++++ The input ++++

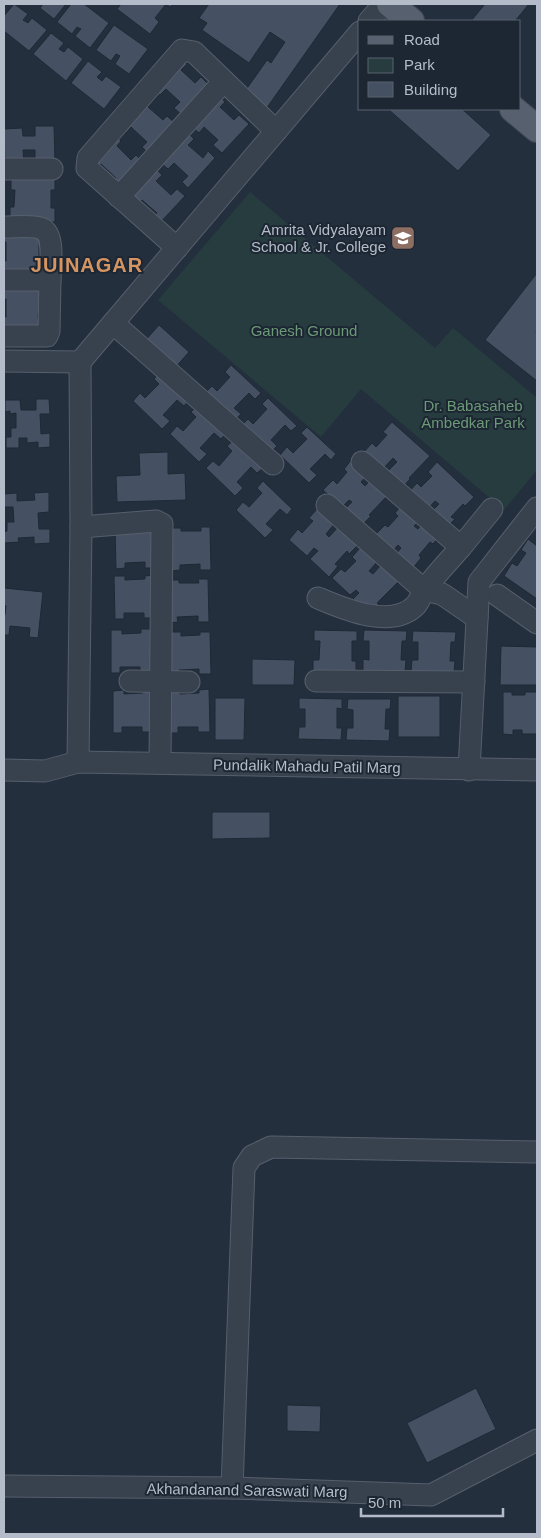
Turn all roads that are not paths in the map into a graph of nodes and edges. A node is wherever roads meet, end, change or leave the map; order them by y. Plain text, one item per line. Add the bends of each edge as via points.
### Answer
1 (384, 4) edge
2 (390, 4) edge
3 (370, 20) edge
4 (410, 20) edge
5 (358, 34) edge
6 (224, 81) junction
7 (514, 110) edge
8 (537, 129) edge
9 (276, 131) junction
10 (4, 169) edge
11 (52, 170) dead end
12 (120, 198) junction
13 (4, 227) edge
14 (177, 248) junction
15 (4, 280) edge
16 (50, 280) junction
17 (113, 323) junction
18 (4, 336) edge
19 (4, 361) edge
20 (80, 362) junction
21 (362, 462) dead end
22 (273, 464) dead end
23 (327, 505) dead end
24 (537, 508) edge
25 (492, 509) dead end
26 (81, 527) junction
27 (461, 547) junction
28 (424, 590) junction
29 (498, 595) dead end
30 (318, 598) dead end
31 (477, 618) junction
32 (537, 622) edge
33 (130, 680) dead end
34 (161, 681) junction
35 (189, 682) dead end
36 (316, 682) dead end
37 (474, 682) junction
38 (78, 762) junction
39 (160, 763) junction
40 (4, 770) edge
41 (469, 770) junction
42 (537, 770) edge
43 (537, 1152) edge
44 (537, 1440) edge
45 (4, 1486) edge
46 (232, 1488) junction

1 - 3 street
2 - 4 main road
5 - 9 street
6 - 9 street
6 - 12 street
6 - 12 street via 194,52 182,50 88,158 86,168
7 - 8 main road
9 - 14 street
10 - 11 street
12 - 14 street
13 - 16 street via 46,231 51,242
14 - 17 street
15 - 16 street
16 - 18 street via 49,331 46,336
17 - 20 street
17 - 22 street
19 - 20 street
20 - 26 street
21 - 27 street
23 - 28 street
24 - 31 street via 479,582
25 - 27 street
26 - 34 street via 156,521 162,524
26 - 38 street
27 - 28 street
28 - 30 street via 417,604 399,615 365,615
28 - 31 street via 442,594
29 - 32 street
31 - 37 street
33 - 34 street
34 - 35 street
34 - 39 street
36 - 37 street
37 - 41 street
38 - 39 street, Pundalik Mahadu Patil Marg
38 - 40 street, Pundalik Mahadu Patil Marg via 44,771
39 - 41 street, Pundalik Mahadu Patil Marg
41 - 42 street, Pundalik Mahadu Patil Marg
43 - 46 street via 271,1147 252,1156 244,1168
44 - 46 street, Akhandanand Saraswati Marg via 431,1495
45 - 46 street, Akhandanand Saraswati Marg

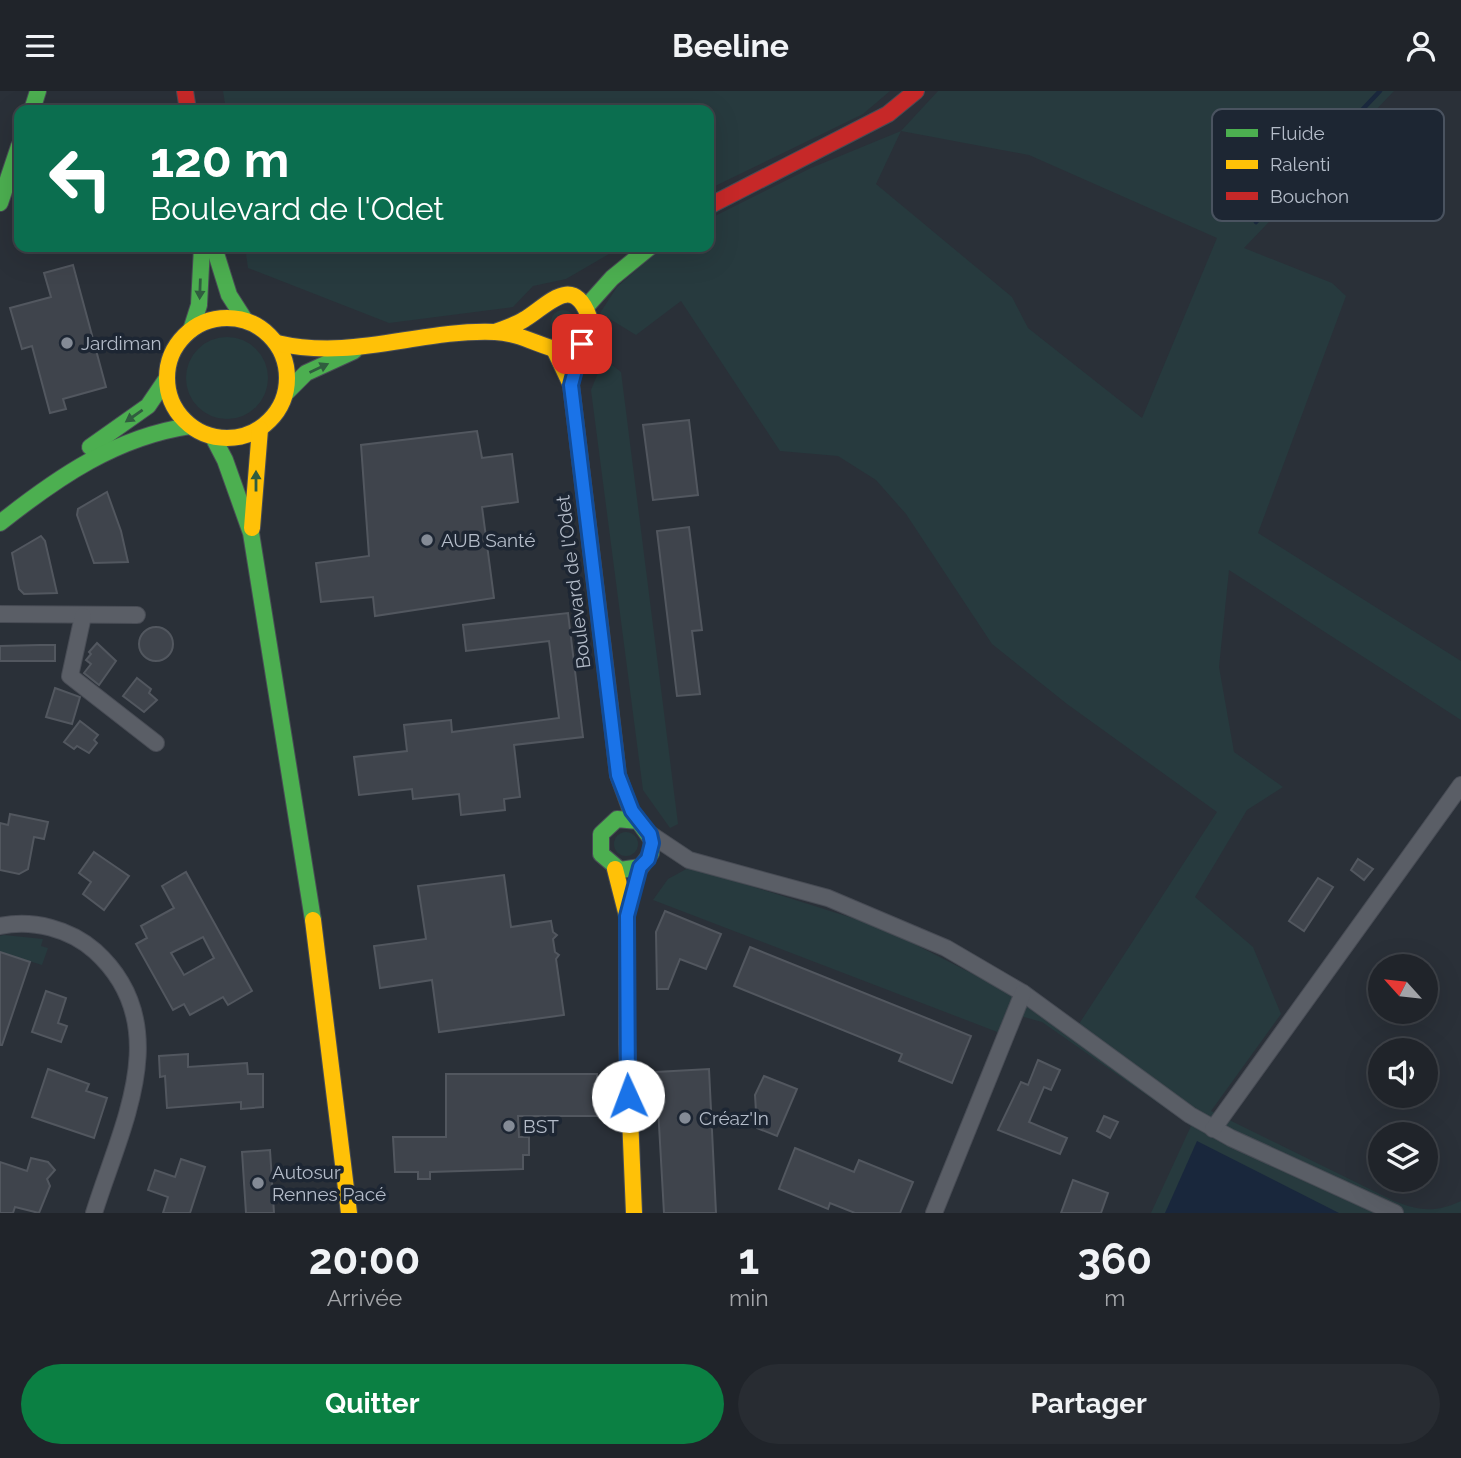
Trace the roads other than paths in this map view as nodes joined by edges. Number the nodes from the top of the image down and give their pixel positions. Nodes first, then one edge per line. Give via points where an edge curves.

++++

Task details :: What is needed is an exact copy of all the entries above, minus the pictures.

Task output ::
Turn all roads that are not paths in the map into a graph of nodes and edges. A node is wherever roads meet, end, change or leave the map; order them by y. Plain text, one item per line. Add the bends of each edge as via points.
### Answer
1 (384, 4) edge
2 (390, 4) edge
3 (370, 20) edge
4 (410, 20) edge
5 (358, 34) edge
6 (224, 81) junction
7 (514, 110) edge
8 (537, 129) edge
9 (276, 131) junction
10 (4, 169) edge
11 (52, 170) dead end
12 (120, 198) junction
13 (4, 227) edge
14 (177, 248) junction
15 (4, 280) edge
16 (50, 280) junction
17 (113, 323) junction
18 (4, 336) edge
19 (4, 361) edge
20 (80, 362) junction
21 (362, 462) dead end
22 (273, 464) dead end
23 (327, 505) dead end
24 (537, 508) edge
25 (492, 509) dead end
26 (81, 527) junction
27 (461, 547) junction
28 (424, 590) junction
29 (498, 595) dead end
30 (318, 598) dead end
31 (477, 618) junction
32 (537, 622) edge
33 (130, 680) dead end
34 (161, 681) junction
35 (189, 682) dead end
36 (316, 682) dead end
37 (474, 682) junction
38 (78, 762) junction
39 (160, 763) junction
40 (4, 770) edge
41 (469, 770) junction
42 (537, 770) edge
43 (537, 1152) edge
44 (537, 1440) edge
45 (4, 1486) edge
46 (232, 1488) junction

1 - 3 street
2 - 4 main road
5 - 9 street
6 - 9 street
6 - 12 street
6 - 12 street via 194,52 182,50 88,158 86,168
7 - 8 main road
9 - 14 street
10 - 11 street
12 - 14 street
13 - 16 street via 46,231 51,242
14 - 17 street
15 - 16 street
16 - 18 street via 49,331 46,336
17 - 20 street
17 - 22 street
19 - 20 street
20 - 26 street
21 - 27 street
23 - 28 street
24 - 31 street via 479,582
25 - 27 street
26 - 34 street via 156,521 162,524
26 - 38 street
27 - 28 street
28 - 30 street via 417,604 399,615 365,615
28 - 31 street via 442,594
29 - 32 street
31 - 37 street
33 - 34 street
34 - 35 street
34 - 39 street
36 - 37 street
37 - 41 street
38 - 39 street, Pundalik Mahadu Patil Marg
38 - 40 street, Pundalik Mahadu Patil Marg via 44,771
39 - 41 street, Pundalik Mahadu Patil Marg
41 - 42 street, Pundalik Mahadu Patil Marg
43 - 46 street via 271,1147 252,1156 244,1168
44 - 46 street, Akhandanand Saraswati Marg via 431,1495
45 - 46 street, Akhandanand Saraswati Marg

Trace the roads other than paths in this map view as nodes joined by edges. Number the nodes from the top of the image down and give their pixel positions. Nodes first, then one edge per line. Give via points where an edge curves.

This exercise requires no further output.